Few industries have comparable levels of inherent risk as the energy industry. All businesses, whatever their sector or target market, need to manage their brand, their communications, their people, their products and pricing, IT, operational delivery and customer service. These, in themselves are enough to give most business executives plenty to focus on.
In the energy sector however, the big risks do not even feature in this list. No other industry I can think of is based on the purchase or sale of a product where the price and volume bought or sold crystallises after the point of sale. Forecasting either price or volume is complex and largely influenced by people or events outside of the business' control. After the event, reconciling what has been bought or sold needs to be done at industry level and allocating the cost of any unders or overs and balancing the overall system is a long and complex process. It's not just the wholesale costs, many of the associated costs of delivery such as transportation are volume driven- and each charge type has their own methodology for calculation. At the end of it all, all that has been established is who owes what to whom- which needs to be reconciled with business forecasts.
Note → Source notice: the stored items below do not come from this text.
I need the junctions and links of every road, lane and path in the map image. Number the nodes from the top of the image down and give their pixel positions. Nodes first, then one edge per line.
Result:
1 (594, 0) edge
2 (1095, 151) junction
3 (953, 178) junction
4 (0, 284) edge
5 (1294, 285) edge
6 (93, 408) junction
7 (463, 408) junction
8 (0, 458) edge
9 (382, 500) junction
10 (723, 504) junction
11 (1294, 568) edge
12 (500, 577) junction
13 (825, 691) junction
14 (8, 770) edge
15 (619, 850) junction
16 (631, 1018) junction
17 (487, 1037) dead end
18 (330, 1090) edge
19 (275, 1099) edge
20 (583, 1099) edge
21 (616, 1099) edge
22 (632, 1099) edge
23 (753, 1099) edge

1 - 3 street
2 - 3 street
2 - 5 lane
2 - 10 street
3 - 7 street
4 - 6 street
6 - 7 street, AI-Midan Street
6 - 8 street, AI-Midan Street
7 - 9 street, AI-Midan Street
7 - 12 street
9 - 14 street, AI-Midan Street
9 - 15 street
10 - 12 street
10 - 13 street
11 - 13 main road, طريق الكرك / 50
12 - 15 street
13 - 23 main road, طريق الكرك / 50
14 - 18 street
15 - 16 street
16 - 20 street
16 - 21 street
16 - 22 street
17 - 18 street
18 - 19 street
Managing associated cashflows is another game altogether. Industry design and associated policy and regulation, in many cases dictates terms and timing relating to cash management- whether in the form of credit cover, collateral or payment terms. Most businesses operating in the energy market are recovering value on slim margins associated with large cashflows flowing through the business. Failure to tightly manage all cashflows can quickly become catastrophic.
Accessing the market at all, can be a major issue if not well understood at the outset. Market design and licensing defines who can directly access the market. The upside of avoiding the risks and obligations associated with being a licenced entity, needs to be balanced with the downside of finding an appropriate route to market via a licenced entity without eroding the value inherent in your business.
Policy and regulatory risk is another area where businesses operating in the energy industry have to be on the front foot. Unlike other regulatory regimes, energy is subject to constant change and uncertainty, and will ever be thus. Lack of clarity on, changes to, or even lack of changes to, policy and regulation can have a fundamental impact on business models and operations. Failure to really understand the implications of regulation and policy on a business can have catastrophic effects. Not having an active Plan B in the case of policy or regulatory shifts can be equally damaging.
With the explosion of new, generally smaller, businesses operating across the energy market, whether in supply, generation or technology lead demand side management, it should not be a surprise that much of the recent headline news is underpinned by a failure to manage energy risk effectively. Publicly, Future Energy's demise, Iresa's cash call on customers, OVO's investigation by OFGEM, or E's fine by the same body all come down to risk management weaknesses. Anecdotally, the issues are much wider, with businesses struggling to secure valuable routes to market for their core assets or struggling to deliver forecast value built into investment cases.
It is complex and can often be tedious, but to operate effectively in the market, energy risk management in its widest sense, needs to be given at least the same focus and attention by Boards as commercial models and profit generation. Those businesses that are winning, nearly always have tight governance, processes and controls in place to protect value.